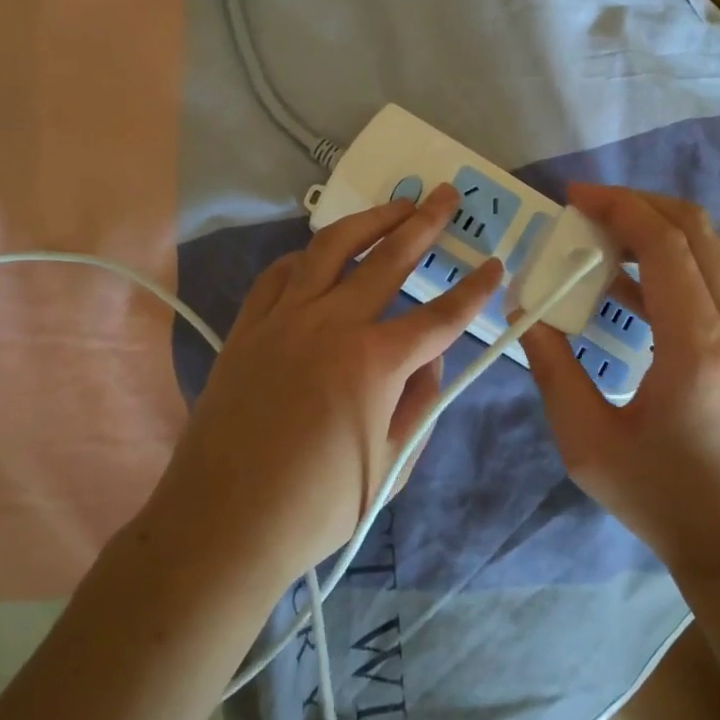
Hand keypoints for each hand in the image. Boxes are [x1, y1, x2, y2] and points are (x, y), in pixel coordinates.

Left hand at [154, 184, 500, 588]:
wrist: (223, 524)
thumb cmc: (318, 507)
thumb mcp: (392, 463)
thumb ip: (420, 401)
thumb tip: (429, 356)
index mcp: (375, 362)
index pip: (441, 316)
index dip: (475, 291)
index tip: (495, 266)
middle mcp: (331, 325)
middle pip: (389, 259)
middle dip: (425, 223)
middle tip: (445, 195)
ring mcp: (283, 320)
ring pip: (330, 249)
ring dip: (368, 221)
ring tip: (394, 205)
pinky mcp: (247, 328)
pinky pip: (278, 275)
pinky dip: (305, 257)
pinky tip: (319, 255)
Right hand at [519, 184, 719, 585]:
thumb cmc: (660, 496)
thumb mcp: (586, 441)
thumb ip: (553, 368)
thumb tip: (528, 311)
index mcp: (697, 348)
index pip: (666, 245)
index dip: (619, 208)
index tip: (575, 197)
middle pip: (697, 231)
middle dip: (639, 205)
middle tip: (587, 210)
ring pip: (710, 251)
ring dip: (656, 231)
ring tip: (599, 240)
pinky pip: (712, 281)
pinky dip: (671, 264)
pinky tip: (627, 284)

## ASSIGNMENT
The listing above holds a line with "index tip: (495, 266)" and a line with "index dip: (619, 208)". Print the stretch from the first through the second, exactly and alone.

## COMPLETED TASK
index tip: (495, 266)
middle mcp: (331, 325)
middle pip: (389, 259)
middle dip: (425, 223)
middle tip: (445, 195)
ring mcp: (283, 320)
ring pip: (330, 249)
ring dip: (368, 221)
ring tip: (394, 205)
pinky mcp: (247, 328)
pinky pip: (278, 275)
pinky dip: (305, 257)
pinky tip: (319, 255)
Right hand at [519, 184, 719, 585]:
thumb cmc: (660, 496)
thumb mcp: (586, 441)
thumb ip: (553, 368)
thumb tip: (528, 311)
index mcp: (697, 348)
index pip: (666, 245)
index dip: (619, 208)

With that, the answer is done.